Lydia Applies Machine Learning Technology to Monitor Fraud Risks
At the NeurIPS conference in Montreal, the French challenger bank Lydia introduced a fraud prevention algorithm.
Goals: make the most of Machine Learning mechanisms to identify fraud issues and automatically notify the most relevant or urgent cases to Lydia’s fraud prevention teams.
Lydia’s meta-algorithm called CAFDA (Computer Assisted Fraud Detection Algorithm) involves two main “strategies” (“exploration” & “exploitation”) with roughly 10 algorithms each to continuously analyse their databases.
How it works:
The first “strategy” analyses the users’ behaviours and contrasts them with fraudulent ones.
Ait then assigns a score (the more the user’s behaviour is reminiscent of a fraudulent behaviour, the higher the score)
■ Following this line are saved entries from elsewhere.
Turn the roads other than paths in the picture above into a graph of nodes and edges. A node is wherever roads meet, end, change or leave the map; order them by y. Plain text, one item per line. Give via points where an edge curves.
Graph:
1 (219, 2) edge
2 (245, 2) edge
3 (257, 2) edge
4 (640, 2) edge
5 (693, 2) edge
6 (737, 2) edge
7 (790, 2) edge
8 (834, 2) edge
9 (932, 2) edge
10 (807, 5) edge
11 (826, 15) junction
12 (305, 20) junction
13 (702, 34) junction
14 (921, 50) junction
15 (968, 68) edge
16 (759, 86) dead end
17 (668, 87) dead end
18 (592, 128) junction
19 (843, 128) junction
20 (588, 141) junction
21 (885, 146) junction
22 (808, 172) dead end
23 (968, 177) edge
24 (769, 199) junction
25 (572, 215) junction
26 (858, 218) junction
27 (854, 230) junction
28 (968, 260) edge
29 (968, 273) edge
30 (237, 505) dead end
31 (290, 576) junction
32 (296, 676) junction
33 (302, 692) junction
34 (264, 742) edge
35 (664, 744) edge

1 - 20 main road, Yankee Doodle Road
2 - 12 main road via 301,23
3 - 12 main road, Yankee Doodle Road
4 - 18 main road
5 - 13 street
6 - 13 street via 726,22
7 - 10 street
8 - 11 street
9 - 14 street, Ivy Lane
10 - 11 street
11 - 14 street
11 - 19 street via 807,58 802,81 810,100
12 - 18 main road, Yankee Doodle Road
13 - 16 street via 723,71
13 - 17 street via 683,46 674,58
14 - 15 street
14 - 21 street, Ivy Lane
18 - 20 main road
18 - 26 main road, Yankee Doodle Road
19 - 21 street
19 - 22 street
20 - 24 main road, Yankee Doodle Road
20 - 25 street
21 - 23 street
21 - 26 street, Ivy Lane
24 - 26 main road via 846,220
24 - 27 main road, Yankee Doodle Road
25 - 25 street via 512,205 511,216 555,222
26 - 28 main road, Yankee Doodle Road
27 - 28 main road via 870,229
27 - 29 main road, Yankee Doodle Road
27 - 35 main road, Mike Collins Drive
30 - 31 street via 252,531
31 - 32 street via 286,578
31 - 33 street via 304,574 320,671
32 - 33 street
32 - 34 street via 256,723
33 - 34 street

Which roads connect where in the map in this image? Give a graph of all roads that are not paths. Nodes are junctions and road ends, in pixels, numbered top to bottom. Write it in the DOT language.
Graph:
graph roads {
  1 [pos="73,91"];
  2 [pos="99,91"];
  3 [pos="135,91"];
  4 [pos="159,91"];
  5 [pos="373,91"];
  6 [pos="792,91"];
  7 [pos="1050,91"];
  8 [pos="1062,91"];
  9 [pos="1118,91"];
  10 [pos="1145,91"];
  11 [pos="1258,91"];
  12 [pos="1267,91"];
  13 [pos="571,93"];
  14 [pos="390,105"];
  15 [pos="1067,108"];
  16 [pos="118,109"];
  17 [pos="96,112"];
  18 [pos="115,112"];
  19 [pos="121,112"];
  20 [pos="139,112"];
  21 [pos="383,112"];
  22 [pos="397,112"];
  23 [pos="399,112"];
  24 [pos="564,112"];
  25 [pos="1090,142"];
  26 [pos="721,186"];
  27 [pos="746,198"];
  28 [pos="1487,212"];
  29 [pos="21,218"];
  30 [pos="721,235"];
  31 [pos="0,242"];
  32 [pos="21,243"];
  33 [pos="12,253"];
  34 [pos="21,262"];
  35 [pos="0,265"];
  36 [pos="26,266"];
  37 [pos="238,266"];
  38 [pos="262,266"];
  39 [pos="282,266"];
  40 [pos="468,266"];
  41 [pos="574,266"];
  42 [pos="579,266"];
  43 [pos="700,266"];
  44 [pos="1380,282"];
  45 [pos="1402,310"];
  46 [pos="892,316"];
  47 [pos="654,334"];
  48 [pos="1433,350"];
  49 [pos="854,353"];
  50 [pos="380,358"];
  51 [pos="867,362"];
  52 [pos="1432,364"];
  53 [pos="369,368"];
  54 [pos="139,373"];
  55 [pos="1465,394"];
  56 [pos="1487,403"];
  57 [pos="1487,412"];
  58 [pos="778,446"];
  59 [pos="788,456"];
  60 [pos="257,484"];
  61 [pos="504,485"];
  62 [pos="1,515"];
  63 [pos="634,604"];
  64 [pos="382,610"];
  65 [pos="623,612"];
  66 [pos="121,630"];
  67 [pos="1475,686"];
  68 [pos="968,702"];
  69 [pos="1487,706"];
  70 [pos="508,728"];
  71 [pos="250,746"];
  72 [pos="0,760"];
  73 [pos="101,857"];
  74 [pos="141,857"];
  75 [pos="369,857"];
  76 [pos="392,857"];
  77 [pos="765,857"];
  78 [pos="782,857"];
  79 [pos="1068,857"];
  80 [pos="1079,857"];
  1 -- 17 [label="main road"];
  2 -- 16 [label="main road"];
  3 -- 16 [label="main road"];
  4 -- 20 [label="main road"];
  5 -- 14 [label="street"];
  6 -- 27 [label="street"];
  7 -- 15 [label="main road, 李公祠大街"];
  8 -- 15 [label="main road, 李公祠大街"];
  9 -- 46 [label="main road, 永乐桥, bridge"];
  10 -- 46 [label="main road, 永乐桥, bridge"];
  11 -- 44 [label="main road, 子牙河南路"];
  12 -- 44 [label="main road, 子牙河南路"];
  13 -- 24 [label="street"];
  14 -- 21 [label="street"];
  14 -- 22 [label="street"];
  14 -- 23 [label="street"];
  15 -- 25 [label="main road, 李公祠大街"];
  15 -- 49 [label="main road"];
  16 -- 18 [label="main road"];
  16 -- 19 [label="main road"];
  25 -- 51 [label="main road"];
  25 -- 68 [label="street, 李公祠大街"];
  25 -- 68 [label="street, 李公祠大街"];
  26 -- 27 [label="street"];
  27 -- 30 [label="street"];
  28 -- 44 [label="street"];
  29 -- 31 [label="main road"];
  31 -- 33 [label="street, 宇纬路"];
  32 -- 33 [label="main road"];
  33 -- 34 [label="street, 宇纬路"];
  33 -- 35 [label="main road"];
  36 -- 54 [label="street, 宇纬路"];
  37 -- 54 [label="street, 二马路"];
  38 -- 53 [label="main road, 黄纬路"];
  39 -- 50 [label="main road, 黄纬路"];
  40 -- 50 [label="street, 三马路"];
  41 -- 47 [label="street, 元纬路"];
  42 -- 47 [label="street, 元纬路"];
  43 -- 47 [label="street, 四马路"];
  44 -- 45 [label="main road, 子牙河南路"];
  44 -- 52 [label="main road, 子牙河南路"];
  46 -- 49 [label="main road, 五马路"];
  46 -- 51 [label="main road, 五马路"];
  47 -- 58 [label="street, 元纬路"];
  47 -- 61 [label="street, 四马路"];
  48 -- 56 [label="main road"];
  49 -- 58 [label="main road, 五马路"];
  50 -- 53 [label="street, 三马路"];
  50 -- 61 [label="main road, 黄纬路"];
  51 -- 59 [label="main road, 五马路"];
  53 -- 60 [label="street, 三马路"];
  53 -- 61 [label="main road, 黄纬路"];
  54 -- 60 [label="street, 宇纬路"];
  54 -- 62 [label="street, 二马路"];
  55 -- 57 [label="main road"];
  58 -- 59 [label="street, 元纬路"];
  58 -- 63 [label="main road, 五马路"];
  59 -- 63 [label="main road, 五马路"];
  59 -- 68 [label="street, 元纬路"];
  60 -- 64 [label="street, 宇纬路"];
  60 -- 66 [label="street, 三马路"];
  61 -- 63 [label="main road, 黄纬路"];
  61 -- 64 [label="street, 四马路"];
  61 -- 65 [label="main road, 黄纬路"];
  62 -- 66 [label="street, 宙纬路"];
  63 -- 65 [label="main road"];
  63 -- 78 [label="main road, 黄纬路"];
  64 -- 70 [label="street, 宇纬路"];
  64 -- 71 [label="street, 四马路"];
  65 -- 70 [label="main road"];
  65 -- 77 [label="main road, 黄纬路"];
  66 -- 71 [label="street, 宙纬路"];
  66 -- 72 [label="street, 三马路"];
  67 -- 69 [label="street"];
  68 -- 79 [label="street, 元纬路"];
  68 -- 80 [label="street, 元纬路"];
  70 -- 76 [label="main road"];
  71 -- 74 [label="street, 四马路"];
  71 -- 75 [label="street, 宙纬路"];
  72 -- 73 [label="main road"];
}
All profiles with high scores are notified to fraud analysts
The second “strategy” spots the most abnormal behaviours for more granularity in defining profiles
The first strategy is meant the mission to exploit data while the second is meant to explore. Both these strategies are continuously assessed based on their success rates. CAFDA will then rely on the strategy with the highest performance level.
Fraud cases never stop evolving. New technologies are being applied and use cases evolve which leads fraud cases to also evolve. The point for this FinTech is to make adjustmentsso this evolution is taken into account. When a strategy fails or a program is outdated, it is replaced.
Notify the most significant or serious fraud cases. Rather than applying just one approach to exploiting Machine Learning technologies, Lydia builds on several methods and makes them work together. This choice is intended to maximise their success rates through adapting the most relevant fraud monitoring method to each case.
Comply with regulatory requirements. By way of complying with General Data Protection Regulation (GDPR) requirements, Lydia will only automate fraud detection methods, decisionning processes will still require human intervention.
Lydia further expands their set of services. Just a few days ago, they announced their customers would be able to share their sub-accounts with their relatives: helping them handle shared expenses more easily.
Other neo-banking players recently relied on Machine Learning capabilities to fight fraud. In October2018, the British finTech Revolut launched a set of tools to prevent card fraud and money laundering cases.